A Multicenter Phase 2 Randomized Controlled Study on the Efficacy and Safety of Reparixin in the Treatment of Hospitalized Patients with COVID-19 Pneumonia

Introduction: Acute lung injury and acute respiratory distress syndrome are common complications in patients with coronavirus disease 2019 (COVID-19). Poor outcomes in patients with COVID-19 are associated with cytokine release syndrome. Binding of interleukin-8 (CXCL8/IL-8) to its chemokine receptors, CXCR1/2, may mediate this inflammatory process. The aim of this clinical trial was to determine if CXCR1/2 blockade with reparixin can improve clinical outcomes in hospitalized patients with severe COVID-19 pneumonia. The dose and safety of reparixin have been investigated in clinical trials of patients with metastatic breast cancer. Methods: This was a phase 2,open-label, multicenter, randomized study in hospitalized adult patients with severe COVID-19 pneumonia from May5, 2020 until November27, 2020. Patients were randomized 2:1 to receive 1200mg reparixin orally three times daily or standard of care (SOC) for up to 21days. The primary endpoint was defined as a composite of clinical events: use of supplemental oxygen, need for mechanical ventilation, intensive care unit admission, and/or use of rescue medication. Results: Fifty-five patients were enrolled between reparixin (n = 36) and SOC (n = 19).
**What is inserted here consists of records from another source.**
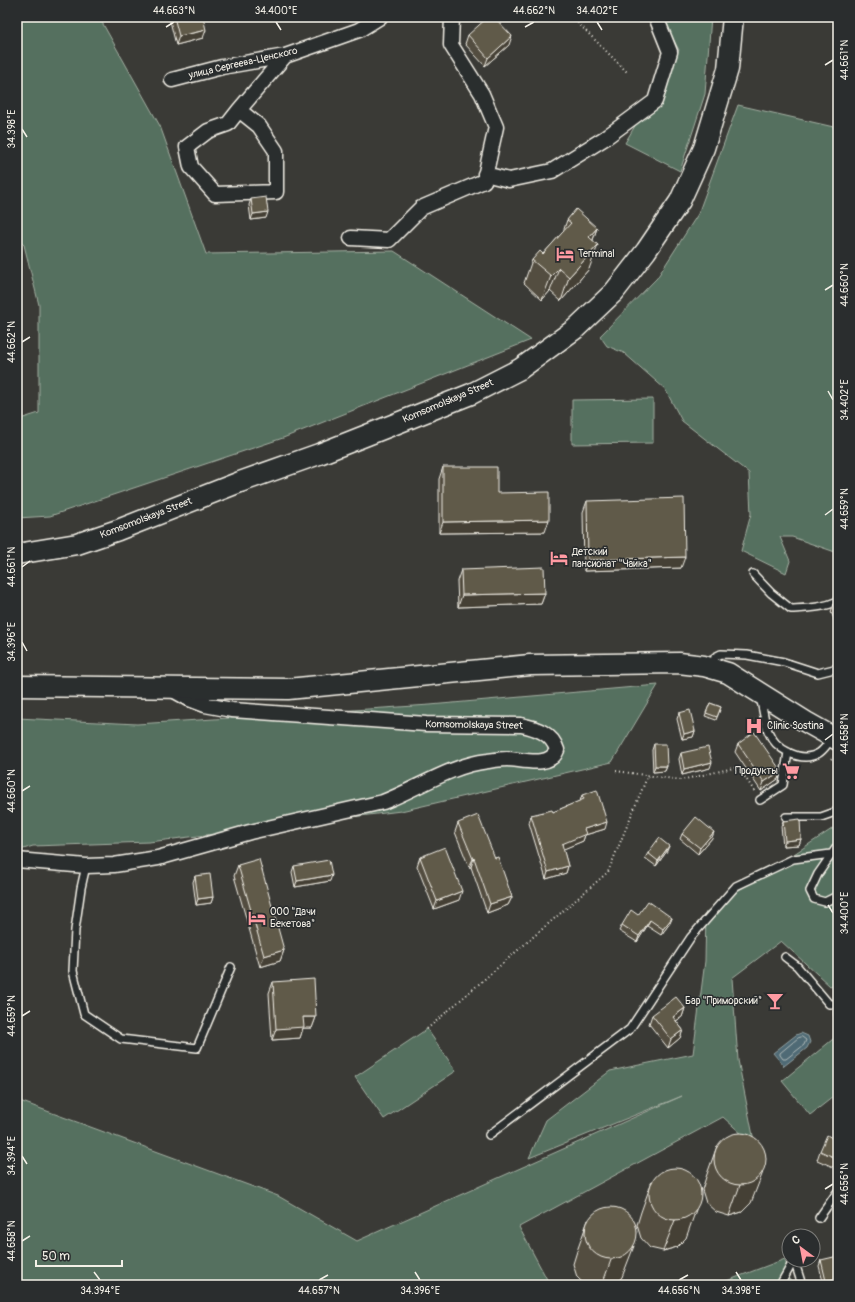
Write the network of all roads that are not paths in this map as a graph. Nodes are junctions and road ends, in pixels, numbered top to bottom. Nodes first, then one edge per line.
1 (380, 17) edge
2 (452, 17) edge
3 (656, 17) edge
4 (733, 17) edge
5 (285, 56) junction
6 (172, 80) dead end
7 (239, 110) junction
8 (485, 174) junction
9 (351, 238) dead end
10 (17, 554) edge
11 (753, 574) dead end
12 (838, 601) edge
13 (712, 668) junction
14 (838, 668) edge
15 (17, 686) edge
16 (171, 689) junction
17 (760, 693) junction
18 (835, 739) edge
19 (788, 752) junction
20 (760, 800) road end
21 (838, 811) edge
22 (786, 817) dead end
23 (838, 845) edge
24 (830, 854) junction
25 (17, 860) edge
26 (86, 866) junction
27 (838, 893) edge
28 (785, 957) dead end
29 (231, 967) dead end
30 (838, 1004) edge
31 (838, 1014) edge
32 (489, 1135) dead end
33 (838, 1191) edge
34 (819, 1218) dead end
35 (790, 1268) edge
36 (797, 1268) edge
37 (780, 1285) edge
38 (802, 1285) edge

1 - 5 street, улица Сергеева-Ценского
2 - 8 street
3 - 8 street
4 - 10 main road, Komsomolskaya Street
5 - 6 street, улица Сергеева-Ценского
5 - 7 street
7 - 7 street
8 - 9 street
11 - 12 lane
13 - 14 lane
13 - 16 main road, Komsomolskaya Street
13 - 17 main road, Komsomolskaya Street
15 - 16 main road, Komsomolskaya Street
16 - 26 street, Komsomolskaya Street
17 - 18 main road, Komsomolskaya Street
17 - 19 lane
18 - 19 lane
19 - 20 lane
21 - 22 lane
23 - 24 lane
24 - 27 lane
24 - 32 lane
25 - 26 street, Komsomolskaya Street
26 - 29 lane
28 - 30 lane
30 - 31 lane
33 - 34 lane
35 - 37 lane
36 - 38 lane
The rate of clinical events was statistically significantly lower in the reparixin group compared with the SOC group (16.7% [95%CI 6.4-32.8%] vs. 42.1% [95%CI 20.3-66.5%], P = 0.02). The sensitivity analysis based on the Cox regression model provided an adjusted hazard ratio of 0.33 with statistical significance lower than 0.05 (95%CI 0.11-0.99; P = 0.047). Reparixin treatment appeared to be well tolerated. Conclusion: In patients with severe COVID-19, reparixin led to an improvement in clinical outcomes when compared with the SOC. A larger phase3 clinical study is needed to confirm these results. Trial registration: EudraCT identifier, 2020-001645-40; registered May6, 2020 (retrospectively registered), and clinicaltrials.gov (NCT04794803) on March 8, 2021.